Please take the records that follow and repeat exactly the lines starting with the line with "I need the junctions" and going on through the line with "Turn all roads".

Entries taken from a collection
━━━━━━━━

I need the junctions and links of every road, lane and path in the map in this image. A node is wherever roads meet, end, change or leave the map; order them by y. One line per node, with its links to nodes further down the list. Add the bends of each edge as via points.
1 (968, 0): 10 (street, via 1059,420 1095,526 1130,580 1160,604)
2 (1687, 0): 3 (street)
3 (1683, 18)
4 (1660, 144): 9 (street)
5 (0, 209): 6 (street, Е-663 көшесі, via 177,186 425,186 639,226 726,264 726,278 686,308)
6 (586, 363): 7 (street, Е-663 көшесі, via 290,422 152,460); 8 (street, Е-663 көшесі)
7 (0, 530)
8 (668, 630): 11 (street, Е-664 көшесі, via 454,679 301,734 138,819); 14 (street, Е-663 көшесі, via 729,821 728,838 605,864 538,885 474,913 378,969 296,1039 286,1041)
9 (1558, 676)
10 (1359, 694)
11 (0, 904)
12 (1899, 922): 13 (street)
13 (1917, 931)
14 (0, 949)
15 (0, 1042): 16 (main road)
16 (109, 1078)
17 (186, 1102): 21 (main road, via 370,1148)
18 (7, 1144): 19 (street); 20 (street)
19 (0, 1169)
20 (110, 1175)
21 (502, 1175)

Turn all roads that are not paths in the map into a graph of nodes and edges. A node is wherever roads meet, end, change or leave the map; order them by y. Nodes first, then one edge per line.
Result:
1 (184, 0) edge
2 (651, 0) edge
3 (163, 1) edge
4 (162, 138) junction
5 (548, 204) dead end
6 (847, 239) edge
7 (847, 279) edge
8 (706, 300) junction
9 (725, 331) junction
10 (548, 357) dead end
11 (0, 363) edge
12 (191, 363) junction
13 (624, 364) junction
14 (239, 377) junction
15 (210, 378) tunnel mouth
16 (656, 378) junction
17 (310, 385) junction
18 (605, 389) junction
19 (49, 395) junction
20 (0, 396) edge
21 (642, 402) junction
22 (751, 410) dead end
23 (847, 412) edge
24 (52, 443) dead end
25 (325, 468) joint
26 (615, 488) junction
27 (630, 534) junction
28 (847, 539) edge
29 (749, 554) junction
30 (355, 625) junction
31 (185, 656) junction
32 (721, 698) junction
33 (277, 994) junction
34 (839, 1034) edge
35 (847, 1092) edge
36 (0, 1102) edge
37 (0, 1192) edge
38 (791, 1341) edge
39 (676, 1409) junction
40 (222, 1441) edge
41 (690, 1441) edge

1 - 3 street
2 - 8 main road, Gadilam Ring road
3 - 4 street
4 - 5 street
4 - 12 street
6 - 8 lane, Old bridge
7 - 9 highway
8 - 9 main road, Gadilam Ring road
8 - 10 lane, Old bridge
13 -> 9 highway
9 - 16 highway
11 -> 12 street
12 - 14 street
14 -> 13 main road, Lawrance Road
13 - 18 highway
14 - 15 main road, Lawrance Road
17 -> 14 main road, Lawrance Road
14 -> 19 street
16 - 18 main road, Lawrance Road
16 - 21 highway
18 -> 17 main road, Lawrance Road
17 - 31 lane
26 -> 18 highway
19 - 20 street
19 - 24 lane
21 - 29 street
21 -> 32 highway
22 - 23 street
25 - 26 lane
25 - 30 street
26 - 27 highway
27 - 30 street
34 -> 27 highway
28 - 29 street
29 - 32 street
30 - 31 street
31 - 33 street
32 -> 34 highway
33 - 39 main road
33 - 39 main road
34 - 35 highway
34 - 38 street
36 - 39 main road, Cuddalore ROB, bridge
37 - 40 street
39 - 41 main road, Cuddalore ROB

━━━━━━━━

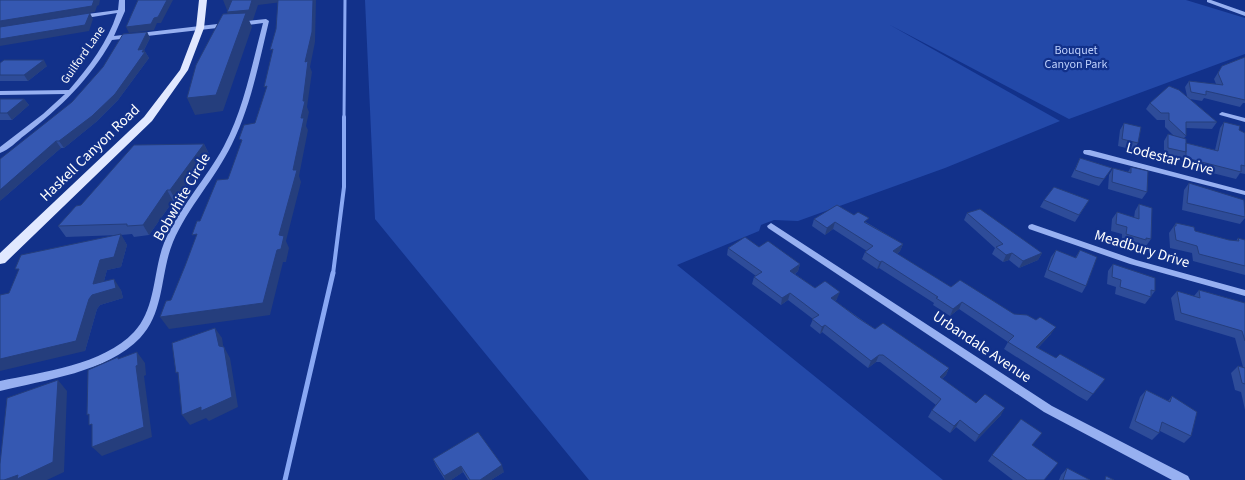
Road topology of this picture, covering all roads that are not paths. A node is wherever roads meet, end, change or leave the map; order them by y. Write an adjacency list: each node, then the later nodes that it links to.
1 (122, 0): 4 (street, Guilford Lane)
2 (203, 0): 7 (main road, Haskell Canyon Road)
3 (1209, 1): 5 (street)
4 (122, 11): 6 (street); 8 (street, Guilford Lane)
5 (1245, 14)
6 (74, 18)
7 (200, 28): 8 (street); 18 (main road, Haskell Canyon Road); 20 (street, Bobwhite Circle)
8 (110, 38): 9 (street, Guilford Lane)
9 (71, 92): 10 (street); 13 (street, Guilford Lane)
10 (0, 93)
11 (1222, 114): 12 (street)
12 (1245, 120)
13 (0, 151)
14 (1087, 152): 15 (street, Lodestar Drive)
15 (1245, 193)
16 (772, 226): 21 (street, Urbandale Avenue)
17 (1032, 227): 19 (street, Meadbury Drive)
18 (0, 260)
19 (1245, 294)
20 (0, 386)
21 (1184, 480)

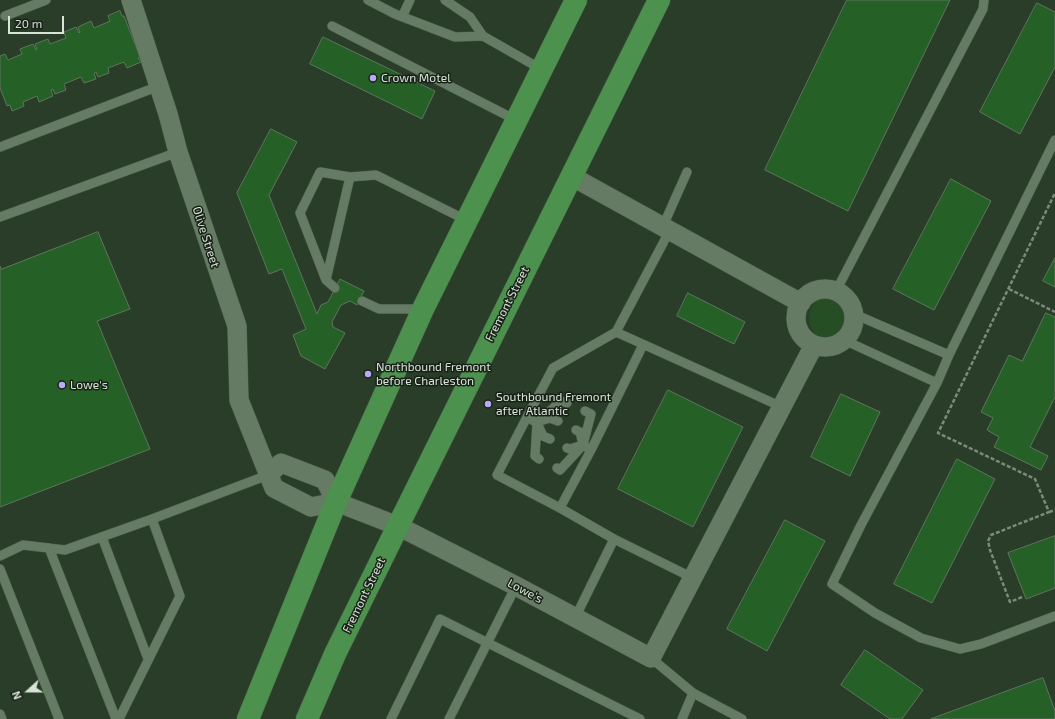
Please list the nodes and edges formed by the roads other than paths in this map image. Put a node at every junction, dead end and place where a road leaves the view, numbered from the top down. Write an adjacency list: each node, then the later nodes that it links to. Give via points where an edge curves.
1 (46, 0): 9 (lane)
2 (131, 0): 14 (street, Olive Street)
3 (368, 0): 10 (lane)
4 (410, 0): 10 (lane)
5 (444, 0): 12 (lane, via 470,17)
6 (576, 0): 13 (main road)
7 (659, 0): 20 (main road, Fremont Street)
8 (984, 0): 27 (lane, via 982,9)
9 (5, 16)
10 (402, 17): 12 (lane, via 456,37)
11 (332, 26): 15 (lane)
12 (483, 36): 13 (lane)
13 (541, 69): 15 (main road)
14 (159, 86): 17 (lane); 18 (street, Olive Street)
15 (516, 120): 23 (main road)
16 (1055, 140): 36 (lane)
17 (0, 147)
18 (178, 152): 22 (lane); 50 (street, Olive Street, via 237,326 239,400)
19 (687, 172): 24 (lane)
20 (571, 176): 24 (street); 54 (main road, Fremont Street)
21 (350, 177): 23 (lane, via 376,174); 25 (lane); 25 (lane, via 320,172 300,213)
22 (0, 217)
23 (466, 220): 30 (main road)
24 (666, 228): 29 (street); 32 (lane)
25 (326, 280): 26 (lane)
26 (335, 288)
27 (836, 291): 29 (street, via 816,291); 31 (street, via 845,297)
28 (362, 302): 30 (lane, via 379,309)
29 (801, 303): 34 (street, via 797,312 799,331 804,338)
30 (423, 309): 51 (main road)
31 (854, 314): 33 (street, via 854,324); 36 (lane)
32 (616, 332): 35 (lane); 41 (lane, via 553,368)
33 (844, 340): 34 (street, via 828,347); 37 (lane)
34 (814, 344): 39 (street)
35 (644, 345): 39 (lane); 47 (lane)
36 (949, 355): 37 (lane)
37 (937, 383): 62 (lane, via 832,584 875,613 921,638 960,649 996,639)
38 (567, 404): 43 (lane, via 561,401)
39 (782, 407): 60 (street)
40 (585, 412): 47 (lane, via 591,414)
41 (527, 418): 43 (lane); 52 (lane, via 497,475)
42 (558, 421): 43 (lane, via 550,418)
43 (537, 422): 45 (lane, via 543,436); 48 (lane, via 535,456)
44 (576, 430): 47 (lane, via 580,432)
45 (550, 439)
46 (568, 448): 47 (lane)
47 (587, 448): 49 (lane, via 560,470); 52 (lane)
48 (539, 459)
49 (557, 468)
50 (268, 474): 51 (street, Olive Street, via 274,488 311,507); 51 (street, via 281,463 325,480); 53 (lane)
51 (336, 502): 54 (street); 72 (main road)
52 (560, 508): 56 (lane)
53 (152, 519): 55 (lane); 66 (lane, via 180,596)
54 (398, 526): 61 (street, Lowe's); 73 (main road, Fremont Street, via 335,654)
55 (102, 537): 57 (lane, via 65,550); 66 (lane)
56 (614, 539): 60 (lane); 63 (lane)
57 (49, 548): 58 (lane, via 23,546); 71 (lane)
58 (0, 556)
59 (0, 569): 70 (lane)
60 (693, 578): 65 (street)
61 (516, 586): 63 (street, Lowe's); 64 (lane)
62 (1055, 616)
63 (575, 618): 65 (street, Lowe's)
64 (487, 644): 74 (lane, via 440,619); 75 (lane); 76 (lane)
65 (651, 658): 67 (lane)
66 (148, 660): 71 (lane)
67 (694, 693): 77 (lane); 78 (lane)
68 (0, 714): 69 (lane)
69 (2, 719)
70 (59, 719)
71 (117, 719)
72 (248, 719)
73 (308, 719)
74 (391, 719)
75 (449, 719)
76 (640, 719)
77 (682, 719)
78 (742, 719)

━━━━━━━━

WRITTEN REPLY >>
I need the junctions and links of every road, lane and path in the map in this image. A node is wherever roads meet, end, change or leave the map; order them by y. One line per node, with its links to nodes further down the list. Add the bends of each edge as via points.
1 (968, 0): 10 (street, via 1059,420 1095,526 1130,580 1160,604)
2 (1687, 0): 3 (street)
3 (1683, 18)
4 (1660, 144): 9 (street)
5 (0, 209): 6 (street, Е-663 көшесі, via 177,186 425,186 639,226 726,264 726,278 686,308)
6 (586, 363): 7 (street, Е-663 көшесі, via 290,422 152,460); 8 (street, Е-663 көшесі)
7 (0, 530)
8 (668, 630): 11 (street, Е-664 көшесі, via 454,679 301,734 138,819); 14 (street, Е-663 көшесі, via 729,821 728,838 605,864 538,885 474,913 378,969 296,1039 286,1041)
9 (1558, 676)
10 (1359, 694)
11 (0, 904)
12 (1899, 922): 13 (street)
13 (1917, 931)
14 (0, 949)
15 (0, 1042): 16 (main road)
16 (109, 1078)
17 (186, 1102): 21 (main road, via 370,1148)
18 (7, 1144): 19 (street); 20 (street)
19 (0, 1169)
20 (110, 1175)
21 (502, 1175)

Turn all roads that are not paths in the map into a graph of nodes and edges. A node is wherever roads meet, end, change or leave the map; order them by y. Nodes first, then one edge per line.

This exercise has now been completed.